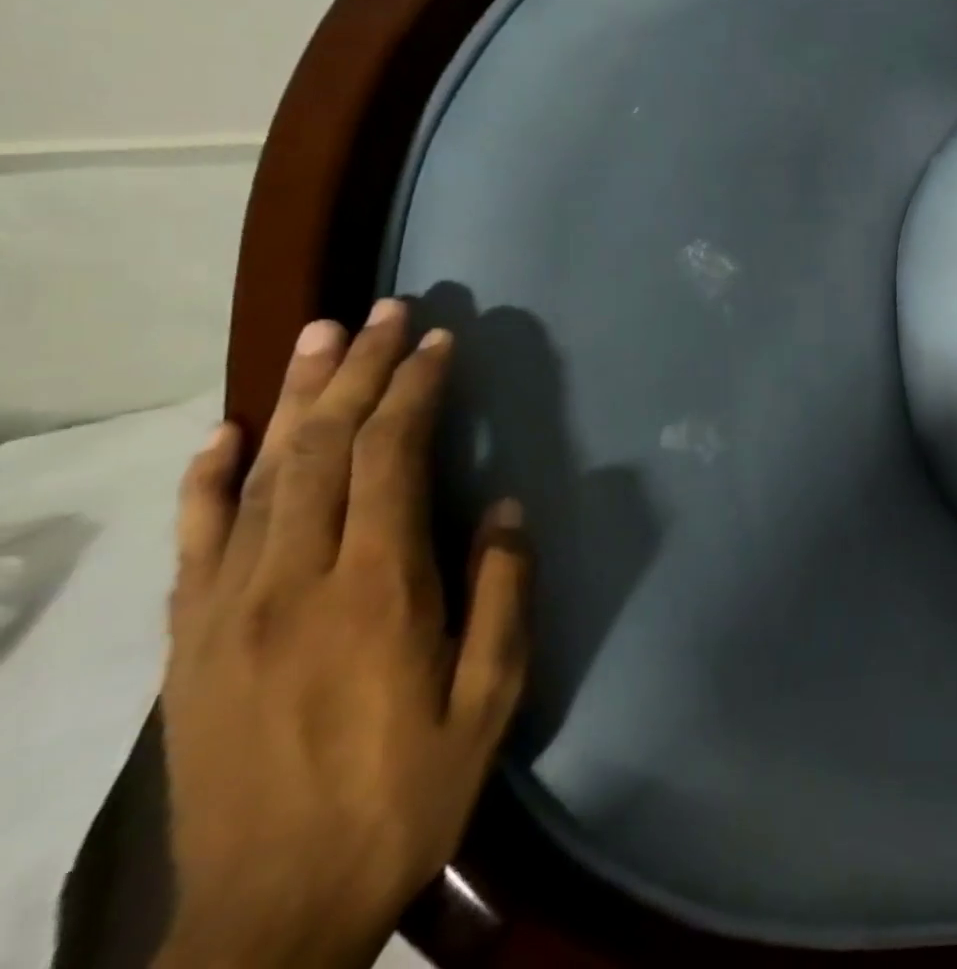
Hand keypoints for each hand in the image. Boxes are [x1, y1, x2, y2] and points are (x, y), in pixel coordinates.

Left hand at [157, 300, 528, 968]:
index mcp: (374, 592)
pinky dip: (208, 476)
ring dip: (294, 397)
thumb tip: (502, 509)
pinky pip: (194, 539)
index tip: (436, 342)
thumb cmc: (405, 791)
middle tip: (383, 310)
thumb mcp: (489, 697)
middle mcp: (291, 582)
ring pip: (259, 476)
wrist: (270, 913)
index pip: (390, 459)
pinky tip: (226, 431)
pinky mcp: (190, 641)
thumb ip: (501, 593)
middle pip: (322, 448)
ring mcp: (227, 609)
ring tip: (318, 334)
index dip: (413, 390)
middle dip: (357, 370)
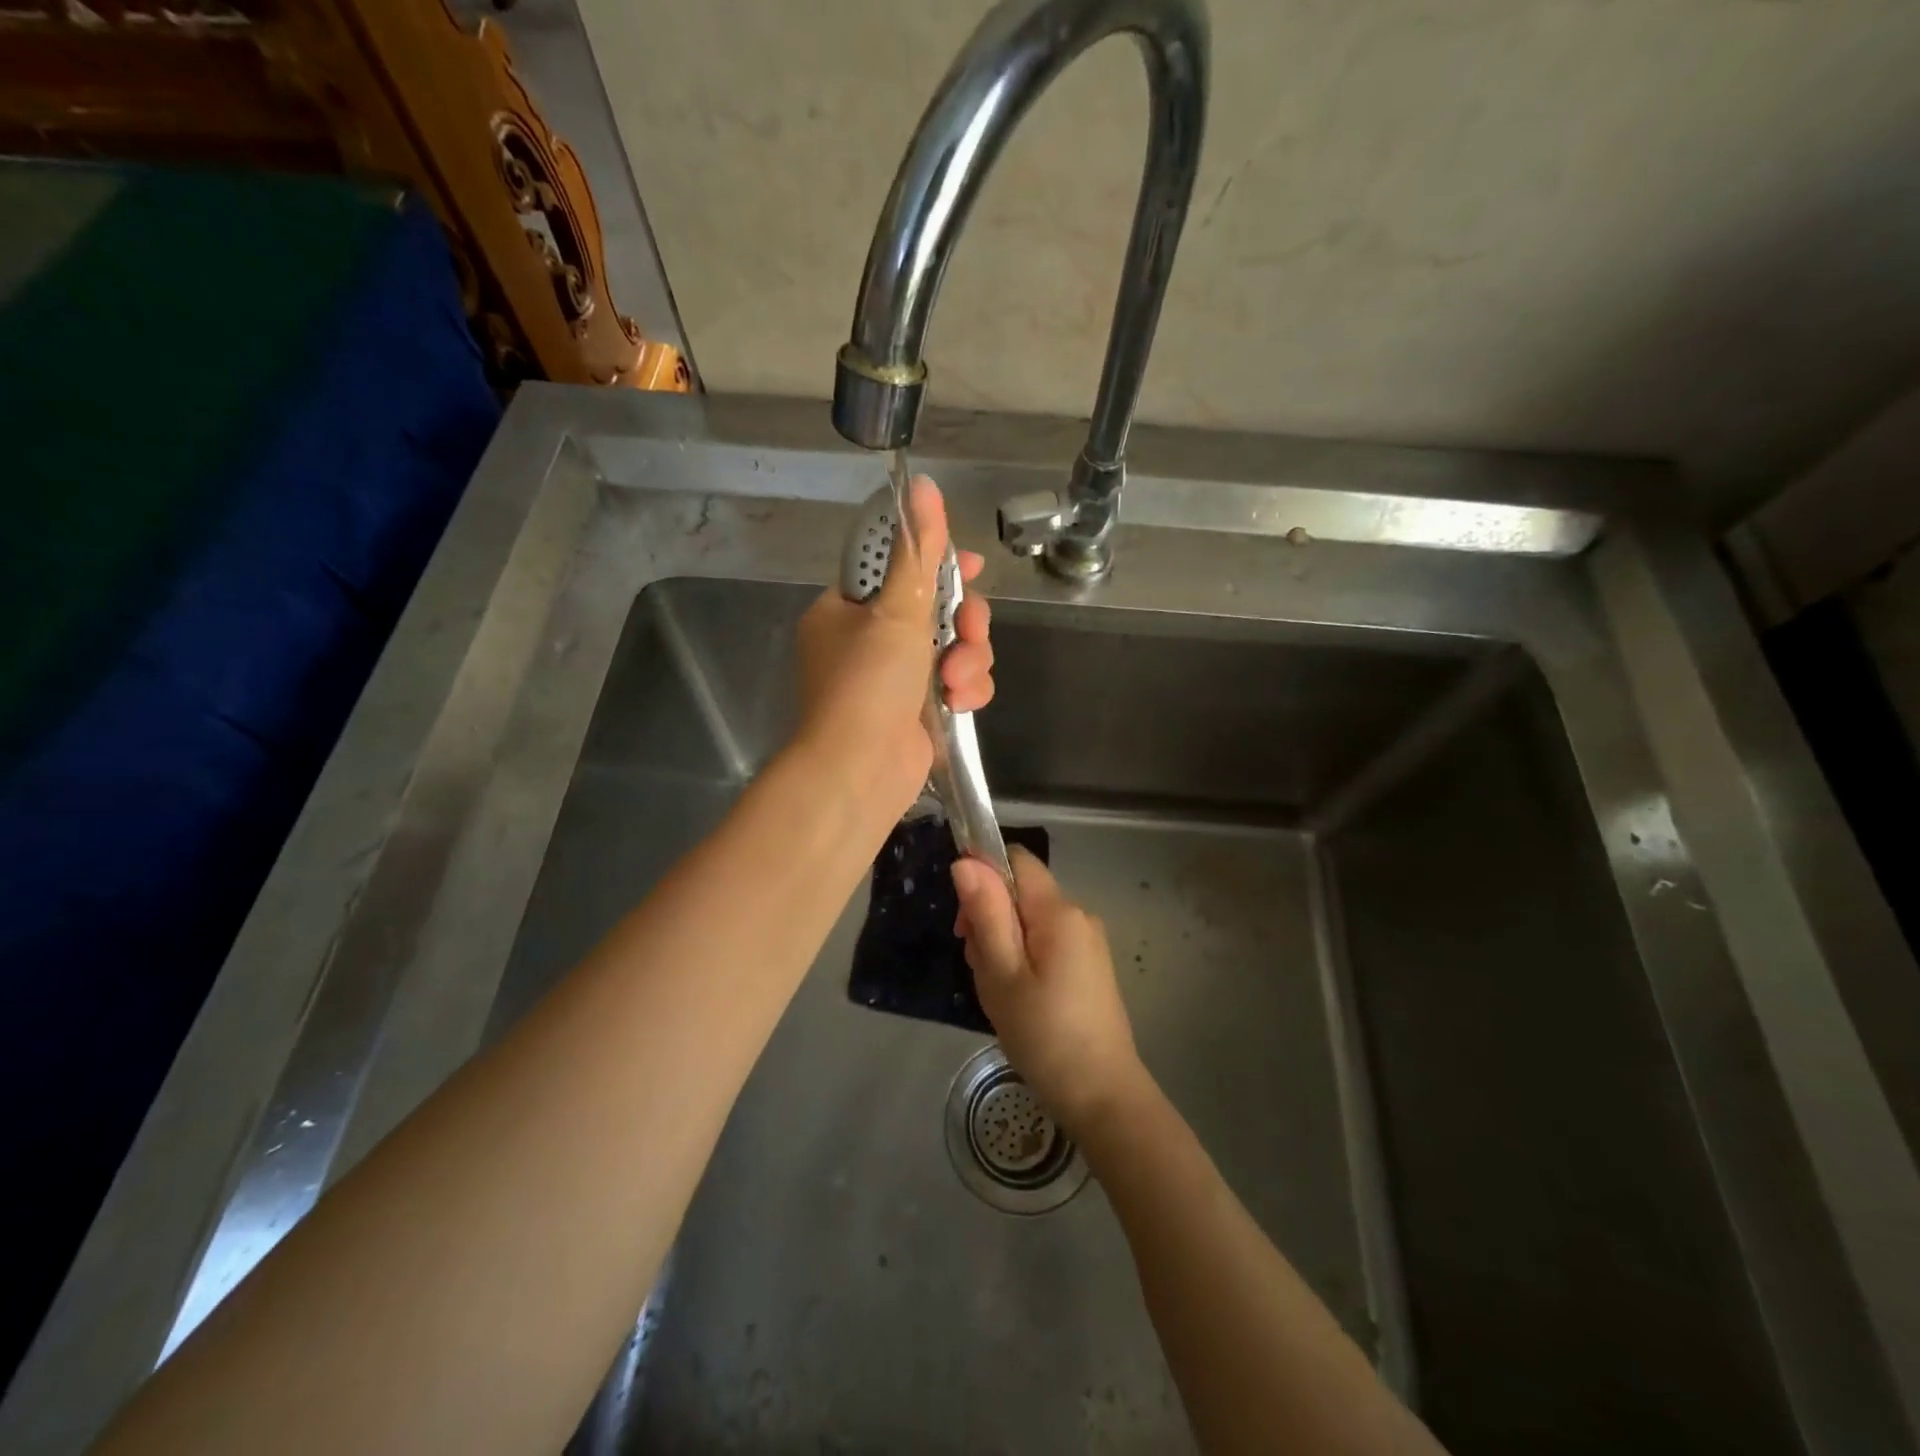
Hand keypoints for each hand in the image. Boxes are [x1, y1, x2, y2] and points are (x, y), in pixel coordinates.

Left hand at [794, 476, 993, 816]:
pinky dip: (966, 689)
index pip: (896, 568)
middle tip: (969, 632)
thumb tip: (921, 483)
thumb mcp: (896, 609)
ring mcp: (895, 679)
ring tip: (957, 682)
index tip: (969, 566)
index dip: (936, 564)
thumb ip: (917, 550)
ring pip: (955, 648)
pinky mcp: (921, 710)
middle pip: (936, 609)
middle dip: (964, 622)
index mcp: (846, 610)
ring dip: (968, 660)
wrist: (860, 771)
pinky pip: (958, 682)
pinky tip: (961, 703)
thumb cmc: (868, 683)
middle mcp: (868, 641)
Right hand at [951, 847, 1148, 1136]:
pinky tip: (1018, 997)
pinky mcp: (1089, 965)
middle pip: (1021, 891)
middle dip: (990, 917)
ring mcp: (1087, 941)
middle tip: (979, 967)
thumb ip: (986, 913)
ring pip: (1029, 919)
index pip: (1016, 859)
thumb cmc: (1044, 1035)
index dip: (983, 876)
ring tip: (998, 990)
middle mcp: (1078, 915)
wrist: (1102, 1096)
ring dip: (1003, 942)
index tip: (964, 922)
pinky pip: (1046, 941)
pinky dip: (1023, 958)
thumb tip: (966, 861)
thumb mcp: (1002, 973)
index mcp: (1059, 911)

======

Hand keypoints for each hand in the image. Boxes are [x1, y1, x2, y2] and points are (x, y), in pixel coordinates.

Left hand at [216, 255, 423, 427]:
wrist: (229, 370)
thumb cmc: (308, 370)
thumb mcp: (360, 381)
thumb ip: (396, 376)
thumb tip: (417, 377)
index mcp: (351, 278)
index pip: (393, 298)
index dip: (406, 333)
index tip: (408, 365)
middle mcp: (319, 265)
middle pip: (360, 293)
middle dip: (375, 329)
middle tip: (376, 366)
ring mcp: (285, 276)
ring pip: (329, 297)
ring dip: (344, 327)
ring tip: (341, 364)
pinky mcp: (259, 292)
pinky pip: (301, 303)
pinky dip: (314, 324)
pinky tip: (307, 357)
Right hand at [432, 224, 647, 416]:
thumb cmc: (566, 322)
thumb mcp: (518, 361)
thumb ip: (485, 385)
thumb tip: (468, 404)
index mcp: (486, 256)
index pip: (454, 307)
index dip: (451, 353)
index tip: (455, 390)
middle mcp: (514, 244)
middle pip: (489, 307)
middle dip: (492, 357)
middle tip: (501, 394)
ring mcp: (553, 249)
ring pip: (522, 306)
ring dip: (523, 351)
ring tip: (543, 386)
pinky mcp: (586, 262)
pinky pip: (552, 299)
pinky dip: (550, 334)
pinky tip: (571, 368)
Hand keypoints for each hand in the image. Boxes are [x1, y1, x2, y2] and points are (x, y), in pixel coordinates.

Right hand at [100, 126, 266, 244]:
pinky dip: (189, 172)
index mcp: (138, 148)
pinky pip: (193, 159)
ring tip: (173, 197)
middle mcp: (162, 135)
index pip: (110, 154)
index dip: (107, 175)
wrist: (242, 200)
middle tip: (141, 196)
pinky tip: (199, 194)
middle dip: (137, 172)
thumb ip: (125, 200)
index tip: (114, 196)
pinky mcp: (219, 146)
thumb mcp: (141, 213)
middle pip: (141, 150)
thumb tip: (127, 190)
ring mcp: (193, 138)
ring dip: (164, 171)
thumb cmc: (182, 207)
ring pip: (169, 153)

======

Problem to solve:
Set down, from the entries above, exactly the lines from the one with "pinky dip: (550, 334)" up to and including the one with "ring pip: (169, 153)", and no other lines.

Reply:
pinky dip: (550, 334)
pinky tip: (571, 368)
Hand keypoints for each hand in the image. Boxes are [x1, y1, x2, y2] and points are (x, y), in pixel coordinates.

Right hand at [100, 126, 266, 244]:
pinky dip: (189, 172)
index mcp: (138, 148)
pinky pip: (193, 159)
ring tip: (173, 197)
middle mcp: (162, 135)
index pip: (110, 154)
index dip: (107, 175)
wrist: (242, 200)
middle tip: (141, 196)
pinky tip: (199, 194)
middle dip: (137, 172)
thumb ip: (125, 200)
index tip: (114, 196)
pinky mcp: (219, 146)
thumb mcp: (141, 213)
middle pip: (141, 150)
thumb tip: (127, 190)
ring mcp: (193, 138)
ring dip: (164, 171)
thumb cmc: (182, 207)
ring pip: (169, 153)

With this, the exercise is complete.